BEGIN

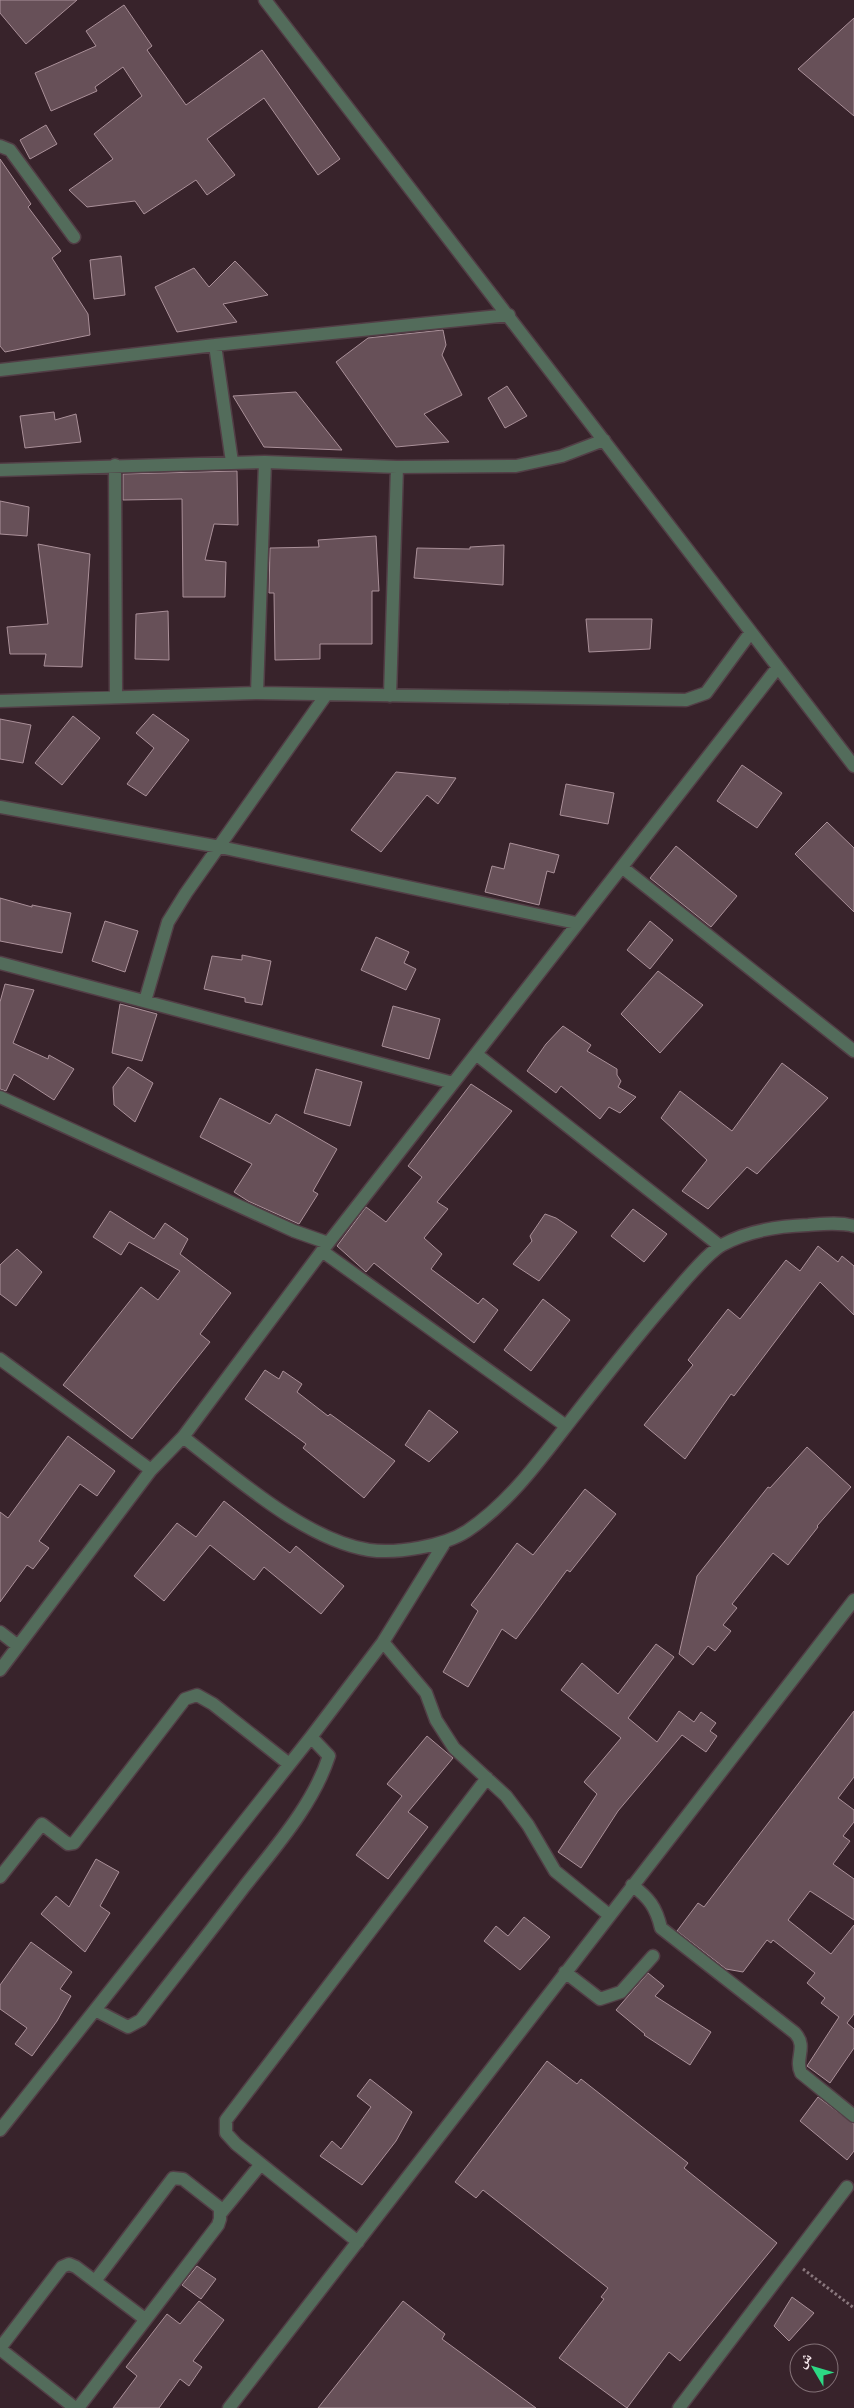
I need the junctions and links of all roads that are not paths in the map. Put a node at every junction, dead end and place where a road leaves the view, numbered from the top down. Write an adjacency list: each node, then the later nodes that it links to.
1 (265, 0): 4 (street)
2 (0, 146): 3 (street)
3 (74, 237)
4 (509, 315): 5 (street); 7 (street)
5 (215, 345): 6 (street); 8 (street)
6 (0, 370)
7 (604, 440): 11 (street); 13 (street)
8 (232, 462): 9 (street); 10 (street)
9 (265, 462): 11 (street); 15 (street)
10 (115, 465): 12 (street); 17 (street)
11 (397, 467): 18 (street)
12 (0, 470)
13 (751, 632): 14 (street); 18 (street)
14 (778, 667): 20 (street); 23 (street)
15 (257, 693): 16 (street); 17 (street)
16 (326, 695): 18 (street); 22 (street)
17 (116, 696): 19 (street)
18 (390, 696)
19 (0, 701)
20 (854, 766)
21 (0, 807): 22 (street)
22 (220, 847): 24 (street); 26 (street)
23 (622, 868): 24 (street); 27 (street)
24 (576, 923): 28 (street)
25 (0, 963): 26 (street)
26 (145, 1002): 29 (street)
27 (854, 1051)
28 (476, 1054): 29 (street); 32 (street)
29 (453, 1083): 33 (street)
30 (0, 1096): 33 (street)
31 (854, 1226): 32 (street)
32 (720, 1246): 35 (street)
33 (325, 1247): 35 (street); 36 (street)
34 (0, 1360): 37 (street)
35 (566, 1426): 38 (street)
36 (183, 1437): 37 (street); 38 (street)
37 (151, 1470): 42 (street)
38 (445, 1542): 41 (street)
39 (854, 1600): 48 (street)
40 (0, 1632): 42 (street)
41 (383, 1642): 44 (street); 46 (street)
42 (18, 1646): 43 (street)
43 (0, 1670)
44 (311, 1737): 45 (street); 52 (street)
45 (289, 1764): 47 (street); 52 (street)
46 (487, 1778): 49 (street); 55 (street)
47 (0, 1877)
48 (632, 1885): 49 (street); 53 (street)
49 (609, 1914): 51 (street)
50 (653, 1956): 51 (street)
51 (565, 1972): 58 (street)
52 (95, 2010): 54 (street)
53 (854, 2116)
54 (0, 2130)
55 (260, 2164): 57 (street); 58 (street)
56 (847, 2188): 64 (street)
57 (221, 2213): 59 (street); 60 (street)
58 (358, 2242): 63 (street)
59 (95, 2281): 60 (street); 61 (street)
60 (146, 2320): 62 (street)
61 (0, 2348): 62 (street)
62 (77, 2408)
63 (229, 2408)
64 (679, 2408)

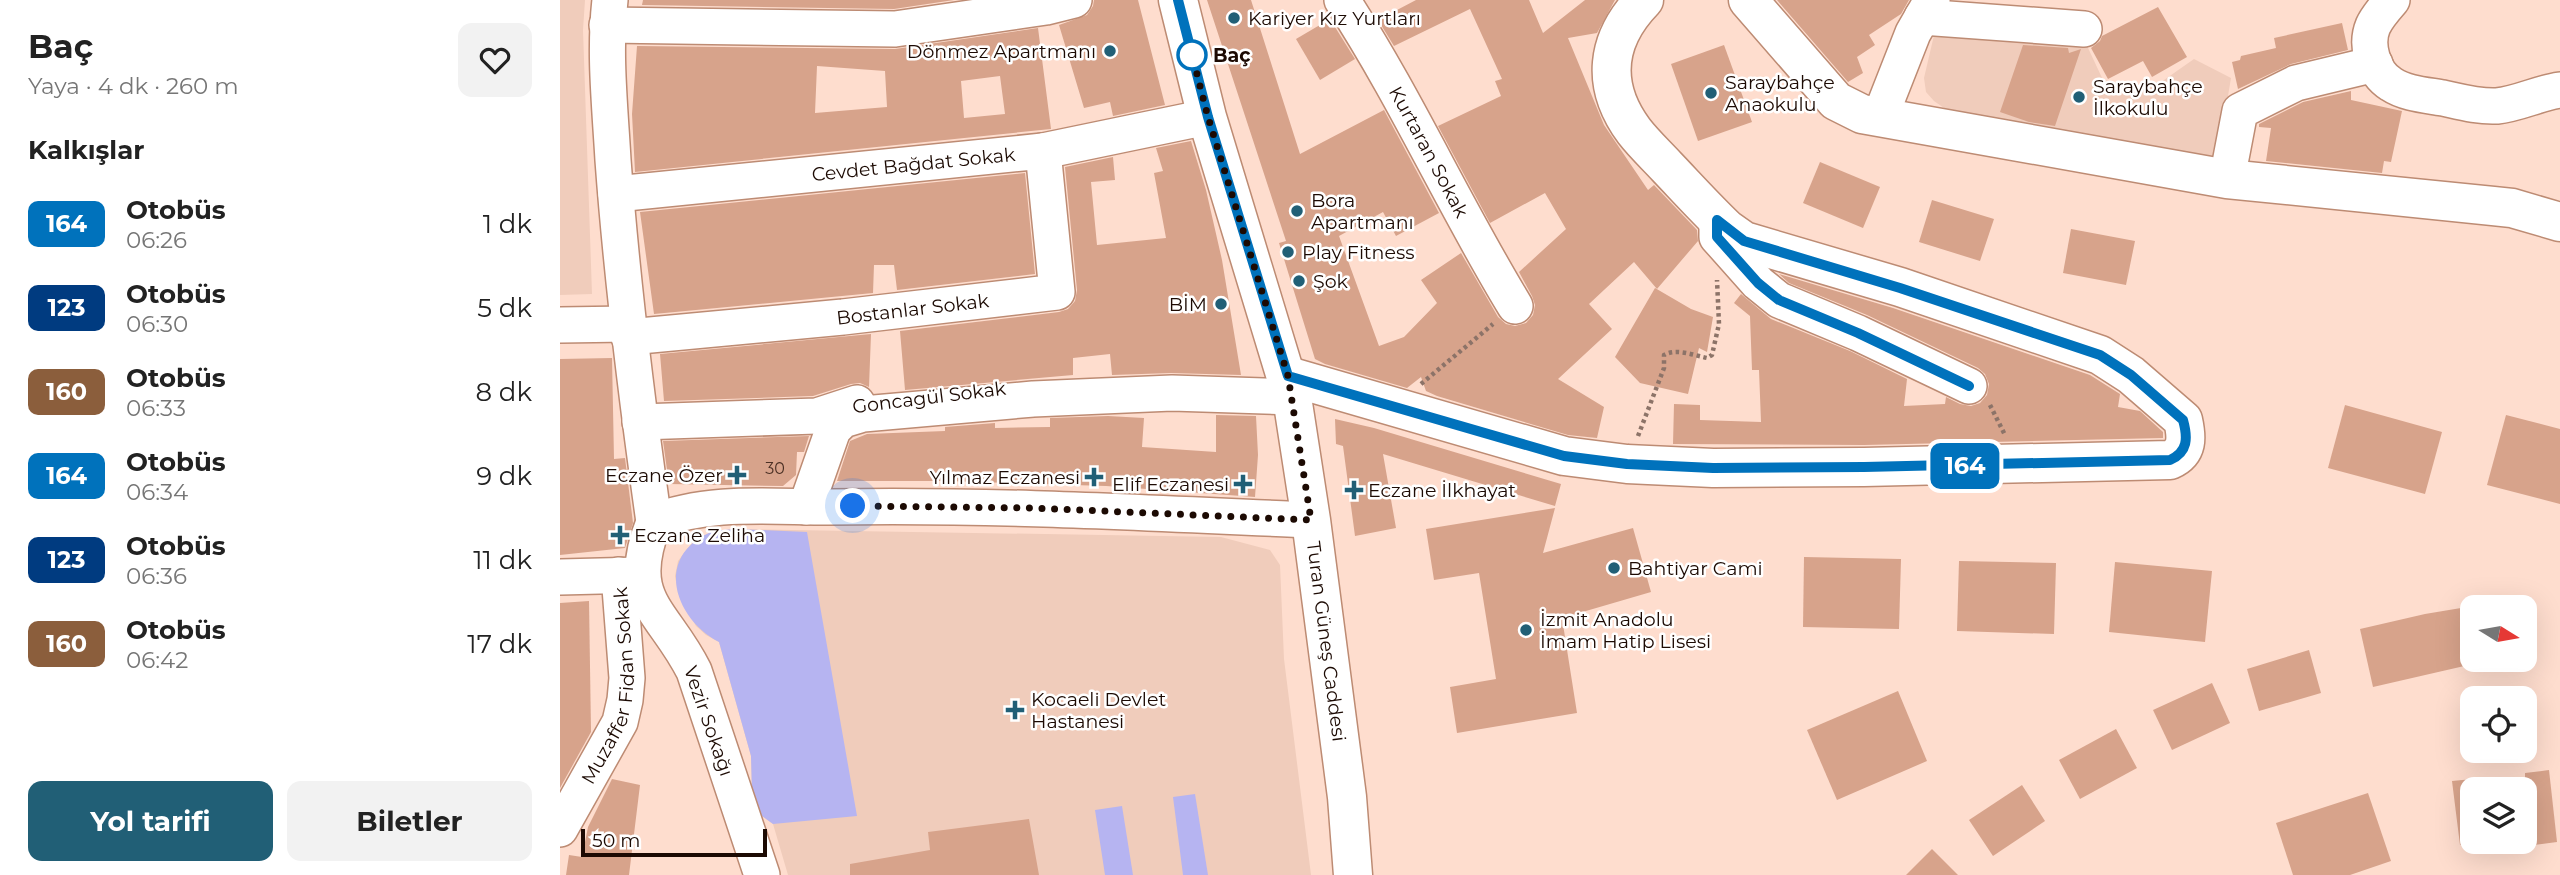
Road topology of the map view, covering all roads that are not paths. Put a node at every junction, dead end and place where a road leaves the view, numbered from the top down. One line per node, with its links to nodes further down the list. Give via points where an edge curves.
1 (1074, 0): 7 (street, via 1046,7)
2 (1178, 0): 13 (main road, Turan Güneş Caddesi)
3 (1342, 0): 20 (street, Kurtaran Sokak)
4 (1644, 0): 19 (main road, via 1619,33 1613,53 1616,96 1635,132)
5 (1748, 0): 14 (main road, via 1836,100 1862,114)
6 (2392, 0): 11 (street, via 2372,26 2369,40)
7 (971, 9): 9 (street, via 895,29)
8 (1927, 9): 10 (street); 14 (street)
9 (609, 13): 17 (street, via 607,58)
10 (2084, 29)
11 (2375, 64): 12 (street, via 2384,79 2407,91 2486,106); 16 (street, via 2296,83 2240,111)
12 (2560, 90)
13 (1208, 117): 15 (street, Cevdet Bağdat Sokak); 23 (main road, Turan Güneş Caddesi)
14 (1880, 117): 16 (main road)
15 (1043, 151): 17 (street, Cevdet Bağdat Sokak); 22 (street, Bostanlar Sokak, via 1057,292 843,317)
16 (2227, 179): 18 (main road, via 2512,208)
17 (616, 194): 22 (street)
18 (2560, 222)
19 (1717, 229): 23 (main road, via 2100,355 2172,408 2183,420 2186,446 2170,460 2018,465 1713,468 1627,464 1564,456 1392,408); 24 (street, via 1758,283 1779,300)
20 (1515, 306)
21 (560, 325): 22 (street)
22 (629, 331): 26 (street)
23 (1290, 386): 25 (street, Goncagül Sokak); 28 (main road, Turan Güneş Caddesi)
24 (1969, 386)
25 (1176, 393): 26 (street, Goncagül Sokak, via 1153,384 1071,382 858,403 817,416); 27 (street, Goncagül Sokak, via 1033,399 850,417 833,430)
26 (640, 422): 29 (street)
27 (806, 507): 28 (street, via 1033,508); 29 (street, via 715,508)
28 (1311, 520): 33 (main road, Turan Güneş Caddesi)
29 (654, 522): 30 (street, Muzaffer Fidan Sokak)
30 (630, 575): 31 (street); 32 (street, Muzaffer Fidan Sokak, via 627,678 620,722); 34 (street, Vezir Sokağı, via 645,590 694,671)
31 (560, 577)
32 (560, 829)
33 (1354, 865)
34 (762, 875)

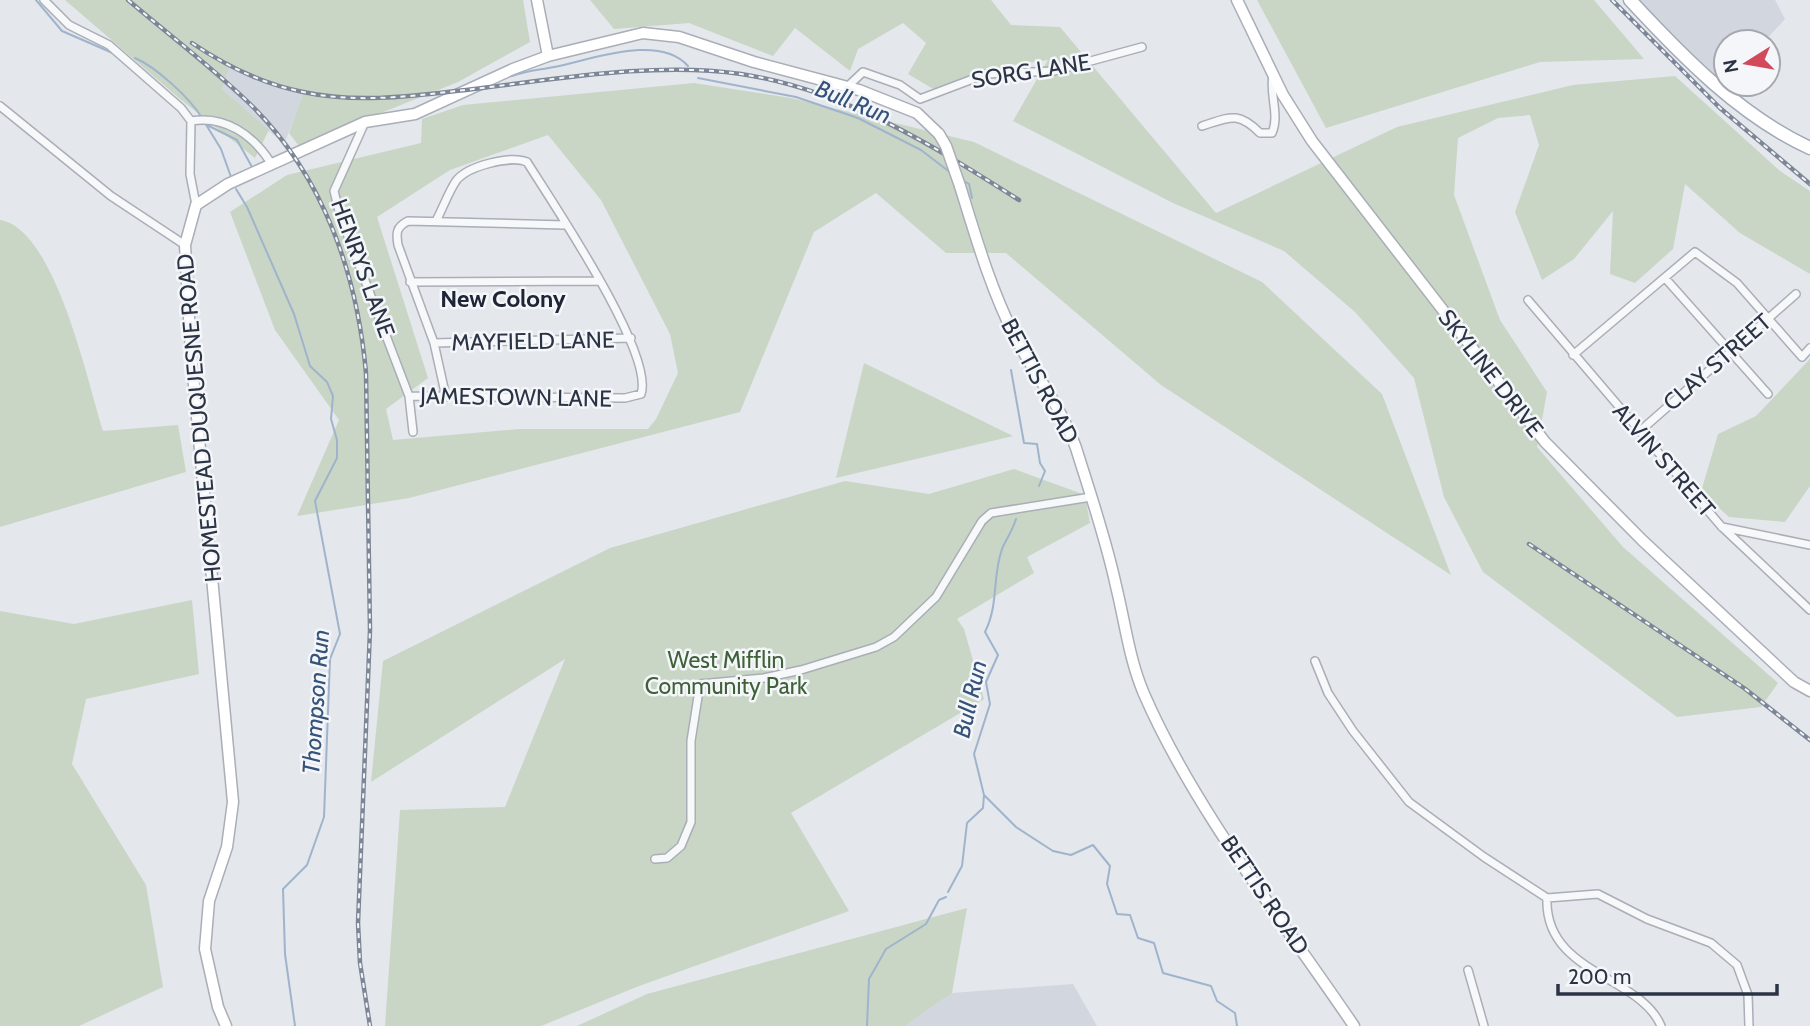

END

## Problem requirements
Using the listing above, state how many lines contain the string "leaves". Give the number by itself.

## Written response
2